The nameless protagonist looks out at the Labyrinth in Chronos: Before The Ashes

Last week was a bit light on RPGs. Maybe the industry wanted to make room for us to fill our plates with stuffing instead. Which, fair? But there’s nothing better to sink our teeth into than a meaty and well-done role-playing tour de force. Maybe the industry realized that as well; this week is poppin’ off with great-looking games. Eight RPGs join the ranks between December 1st and December 4th, leaving me quite thankful that I limited my Black Friday spending to just a few select things. (Including a brand new console. OK, fine, maybe I did spend a ton.)

Whether you’re a Sony swain, a Nintendo nut, an Xbox extraordinaire, a PC patron, or some spiffy mix of all four, 2020 is — for all its obvious faults — at least going out with a video gaming bang. And to think, we’re not even getting Cyberpunk 2077 until next week. (Knock on wood?)
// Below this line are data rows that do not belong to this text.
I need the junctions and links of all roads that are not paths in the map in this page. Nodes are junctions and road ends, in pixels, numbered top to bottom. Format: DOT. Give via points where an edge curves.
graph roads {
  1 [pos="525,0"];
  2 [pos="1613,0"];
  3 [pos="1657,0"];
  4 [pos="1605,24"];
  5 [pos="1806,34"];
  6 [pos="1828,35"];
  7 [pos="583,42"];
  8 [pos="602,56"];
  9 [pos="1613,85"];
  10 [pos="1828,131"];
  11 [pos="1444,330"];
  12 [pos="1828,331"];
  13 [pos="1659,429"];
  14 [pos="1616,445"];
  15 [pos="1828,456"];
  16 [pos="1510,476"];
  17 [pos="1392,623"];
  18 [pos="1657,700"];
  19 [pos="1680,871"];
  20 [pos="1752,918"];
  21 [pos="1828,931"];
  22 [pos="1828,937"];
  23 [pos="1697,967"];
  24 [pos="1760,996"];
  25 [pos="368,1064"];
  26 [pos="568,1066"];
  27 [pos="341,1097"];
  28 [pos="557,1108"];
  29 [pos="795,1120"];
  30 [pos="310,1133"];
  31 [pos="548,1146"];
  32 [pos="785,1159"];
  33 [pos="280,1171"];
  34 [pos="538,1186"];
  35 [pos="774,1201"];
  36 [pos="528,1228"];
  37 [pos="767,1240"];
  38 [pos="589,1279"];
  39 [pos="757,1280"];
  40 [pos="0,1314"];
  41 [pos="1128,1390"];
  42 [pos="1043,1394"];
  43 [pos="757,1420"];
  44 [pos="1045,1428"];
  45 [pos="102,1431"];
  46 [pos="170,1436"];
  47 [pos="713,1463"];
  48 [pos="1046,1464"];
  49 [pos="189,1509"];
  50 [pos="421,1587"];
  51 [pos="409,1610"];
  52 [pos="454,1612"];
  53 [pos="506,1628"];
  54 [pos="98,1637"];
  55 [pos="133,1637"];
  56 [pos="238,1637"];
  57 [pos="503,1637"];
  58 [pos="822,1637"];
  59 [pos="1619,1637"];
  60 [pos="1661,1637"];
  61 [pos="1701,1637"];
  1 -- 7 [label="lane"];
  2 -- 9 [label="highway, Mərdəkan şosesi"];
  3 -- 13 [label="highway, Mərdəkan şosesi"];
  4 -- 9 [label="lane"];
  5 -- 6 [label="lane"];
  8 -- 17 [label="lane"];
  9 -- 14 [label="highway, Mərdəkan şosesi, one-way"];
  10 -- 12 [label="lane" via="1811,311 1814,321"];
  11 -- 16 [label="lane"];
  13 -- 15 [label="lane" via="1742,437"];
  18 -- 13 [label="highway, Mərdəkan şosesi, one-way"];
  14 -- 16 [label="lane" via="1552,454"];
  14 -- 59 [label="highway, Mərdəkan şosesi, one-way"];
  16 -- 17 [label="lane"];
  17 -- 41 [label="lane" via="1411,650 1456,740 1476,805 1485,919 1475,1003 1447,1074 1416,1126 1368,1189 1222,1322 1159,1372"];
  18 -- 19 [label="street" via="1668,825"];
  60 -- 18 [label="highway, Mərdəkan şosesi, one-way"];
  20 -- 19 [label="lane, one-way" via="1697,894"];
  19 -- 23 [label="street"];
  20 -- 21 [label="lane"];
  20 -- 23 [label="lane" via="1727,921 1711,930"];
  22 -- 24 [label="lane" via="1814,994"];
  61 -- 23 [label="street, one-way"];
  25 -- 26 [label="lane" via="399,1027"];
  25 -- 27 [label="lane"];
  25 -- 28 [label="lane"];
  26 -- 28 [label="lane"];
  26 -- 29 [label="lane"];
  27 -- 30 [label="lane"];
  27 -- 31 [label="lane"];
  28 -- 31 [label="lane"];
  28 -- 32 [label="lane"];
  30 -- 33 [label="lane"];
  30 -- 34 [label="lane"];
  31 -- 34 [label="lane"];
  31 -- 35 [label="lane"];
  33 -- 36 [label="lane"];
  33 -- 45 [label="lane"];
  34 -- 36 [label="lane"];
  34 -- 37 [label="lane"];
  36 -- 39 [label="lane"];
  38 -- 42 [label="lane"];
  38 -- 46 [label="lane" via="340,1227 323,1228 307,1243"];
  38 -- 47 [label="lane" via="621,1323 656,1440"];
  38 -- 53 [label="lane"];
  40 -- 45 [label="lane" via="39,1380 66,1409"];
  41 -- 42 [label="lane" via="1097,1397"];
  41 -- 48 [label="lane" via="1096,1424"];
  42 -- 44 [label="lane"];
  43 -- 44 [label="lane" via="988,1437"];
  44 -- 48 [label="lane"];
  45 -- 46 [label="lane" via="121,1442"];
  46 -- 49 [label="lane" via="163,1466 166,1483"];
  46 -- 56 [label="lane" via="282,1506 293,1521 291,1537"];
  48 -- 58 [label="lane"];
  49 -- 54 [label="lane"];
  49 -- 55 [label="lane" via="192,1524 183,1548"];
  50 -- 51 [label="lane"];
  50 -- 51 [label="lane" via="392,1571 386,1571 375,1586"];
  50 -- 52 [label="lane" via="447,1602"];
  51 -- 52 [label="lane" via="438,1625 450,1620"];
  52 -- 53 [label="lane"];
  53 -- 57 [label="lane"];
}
Chronos: Before the Ashes – December 1st (PS4, Switch, XB1, Windows, Stadia)

A man inspects a mystic mirror inside a tomb in Chronos: Before the Ashes.

This is a bit random, but my favorite thing about Dragon Quest V is that it’s a generational game. Time passes and so does your protagonist. That’s why the number one most intriguing aspect of Chronos: Before the Ashes, to me, is how it chronicles the hero’s lifelong quest. Now bear in mind, this is something of a roguelike. It defies the rules in a cool fashion; each time your character dies, they lose a year of their lives. Players are required to adapt to their aging avatar as they steadily lose their evasion and alacrity. It’s not a complete downer, however—your character will also grow wiser with age. You’ll be more capable of the magical arts. I hope this means Chronos‘ endgame involves a literal Gandalf stand-in informing their archenemy that none shall pass. We won’t have to wait long to find out.


Empire of Sin – December 1st (PS4, Switch, XB1, Windows)

The player character strikes a deal with the mayor of a city in Empire of Sin.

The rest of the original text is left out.